> [Exercise goal]: When a line in the data below includes "main", pick it out and copy it.

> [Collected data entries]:

•••

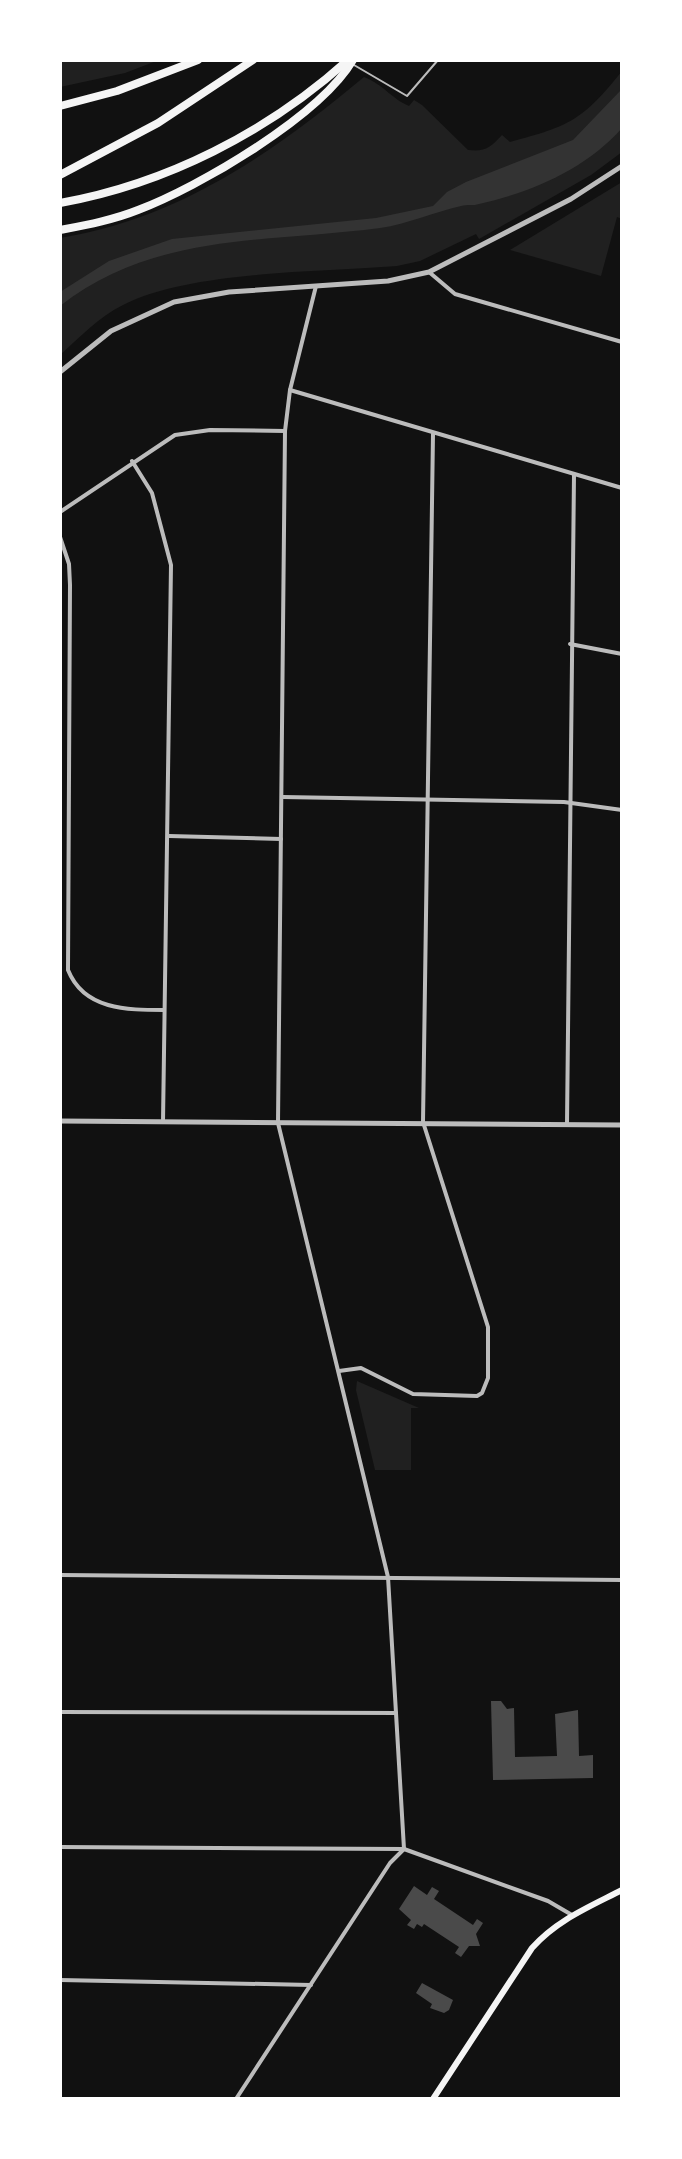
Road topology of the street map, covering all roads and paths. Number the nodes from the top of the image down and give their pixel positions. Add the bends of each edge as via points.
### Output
1 (198, 60) edge
2 (253, 60) edge
3 (349, 60) edge
4 (438, 60) edge
5 (335, 78) junction
6 (60, 106) edge
7 (622, 166) edge
8 (60, 175) edge
9 (60, 203) edge
10 (60, 230) edge
11 (429, 272) junction
12 (316, 286) junction
13 (622, 342) edge
14 (60, 372) edge
15 (290, 390) junction
16 (285, 431) junction
17 (433, 434) junction
18 (132, 461) junction
19 (574, 475) junction
20 (622, 488) edge
21 (60, 512) edge
22 (60, 537) edge
23 (570, 644) junction
24 (622, 654) edge
25 (283, 797) junction
26 (426, 800) junction
27 (569, 802) junction
28 (622, 810) edge
29 (169, 836) junction
30 (281, 839) junction
31 (164, 1010) junction
32 (60, 1121) edge
33 (163, 1122) junction
34 (423, 1122) junction
35 (278, 1123) junction
36 (567, 1124) junction
37 (622, 1125) edge
38 (338, 1371) junction
39 (60, 1575) edge
40 (388, 1577) junction
41 (622, 1580) edge
42 (60, 1712) edge
43 (396, 1713) junction
44 (60, 1847) edge
45 (404, 1849) junction
46 (622, 1890) edge
47 (572, 1915) junction
48 (60, 1980) edge
49 (311, 1985) junction
50 (236, 2099) edge
51 (433, 2099) edge

1 - 6 highway
2 - 8 highway via 158,123
3 - 4 lane via 407,96
3 - 5 highway
5 - 9 highway via 208,154 143,181
5 - 10 highway via 284,125 187,188 124,215
7 - 11 street via 571,199
11 - 12 street
11 - 13 street via 455,294
12 - 14 street via 174,302 111,331
12 - 15 street
15 - 16 street
15 - 17 street
16 - 18 street via 191,432
16 - 25 street
17 - 19 street
17 - 26 street
18 - 21 street
18 - 29 street via 152,493 171,565
19 - 20 street
19 - 23 street
22 - 31 street via 70,585 68,970 91,999 129,1010
23 - 24 street
23 - 27 street
25 - 26 street
25 - 30 street
26 - 27 street
26 - 34 street
27 - 28 street
27 - 36 street
29 - 30 street
29 - 31 street
30 - 35 street
31 - 33 street
32 - 33 street
33 - 35 street
34 - 35 street
34 - 36 street
34 - 38 street via 488,1327 486,1386 471,1397 418,1395 361,1368
35 - 38 street
36 - 37 street
38 - 40 street
39 - 40 street
40 - 41 street
40 - 43 street
42 - 43 street
43 - 45 street
44 - 45 street
45 - 47 street via 548,1901
45 - 49 street
46 - 47 main road
47 - 51 main road via 532,1948
48 - 49 street
49 - 50 street

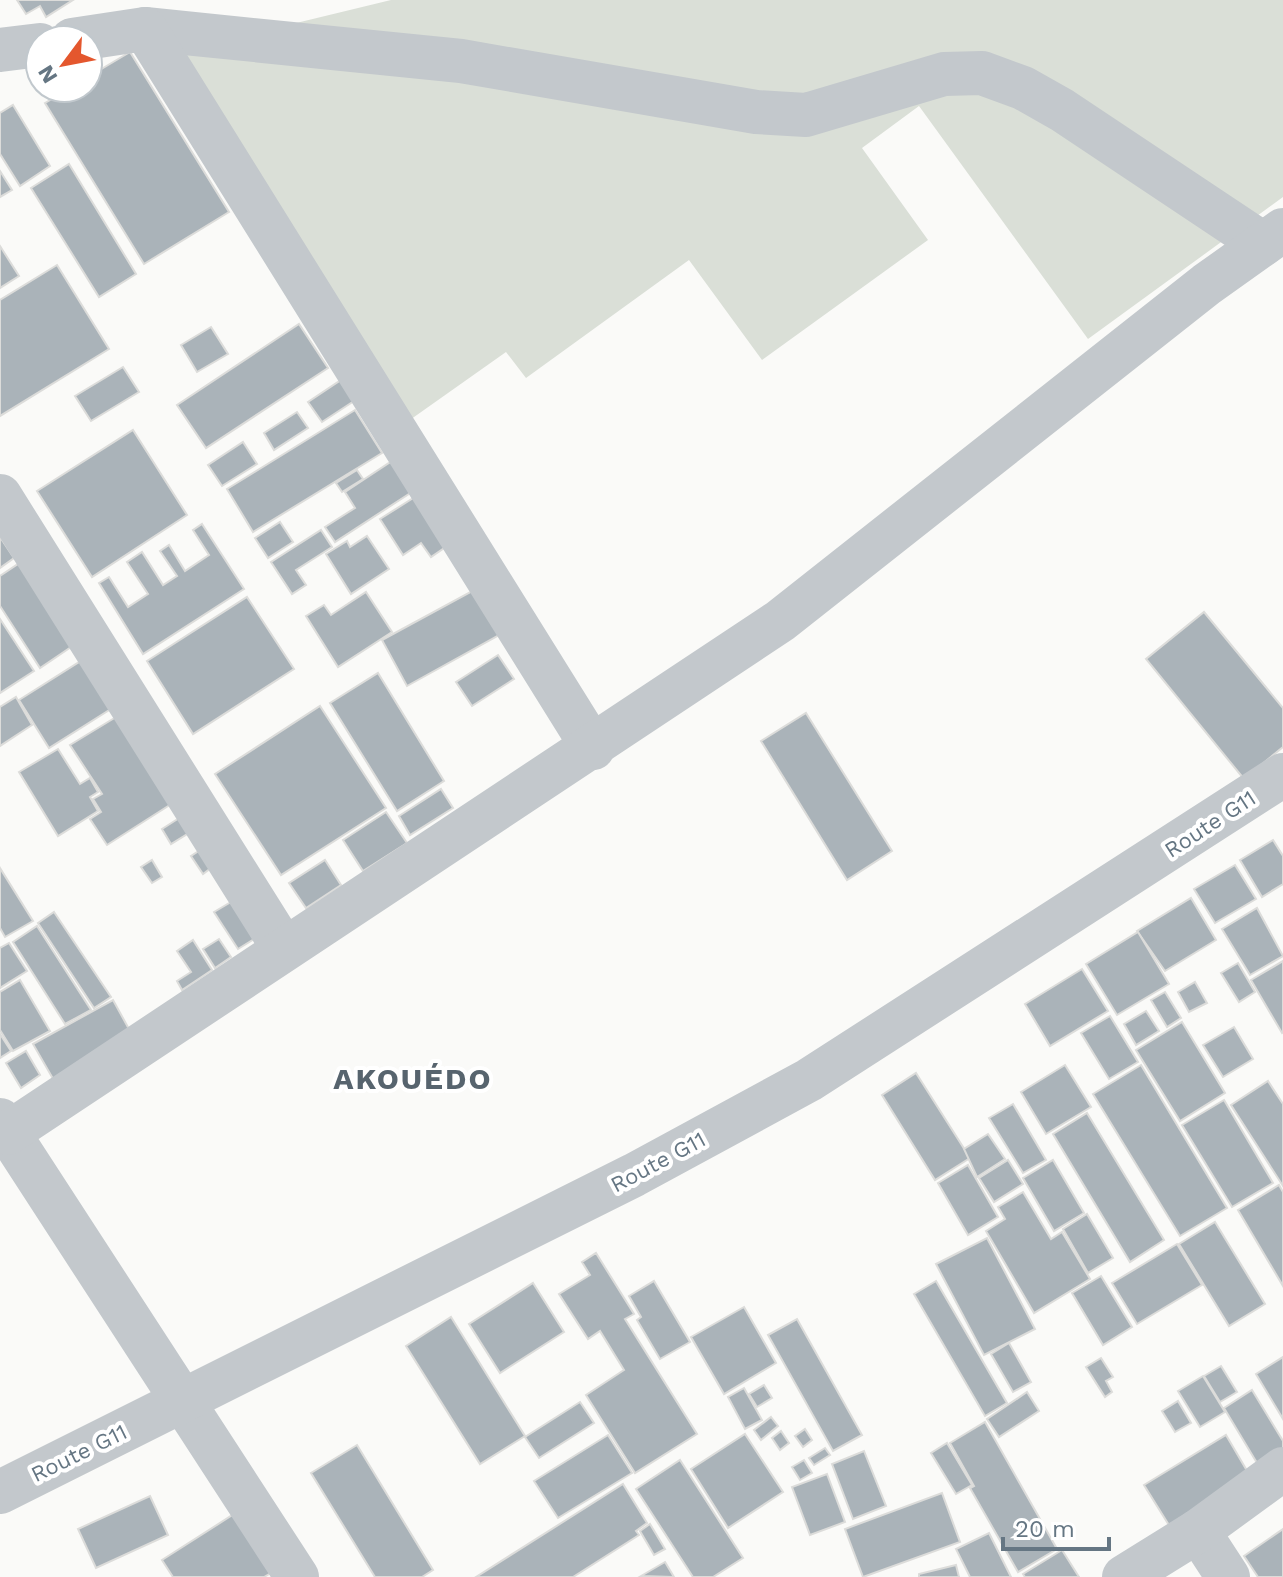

•••

> [Task response]:
46 - 47 main road
47 - 51 main road via 532,1948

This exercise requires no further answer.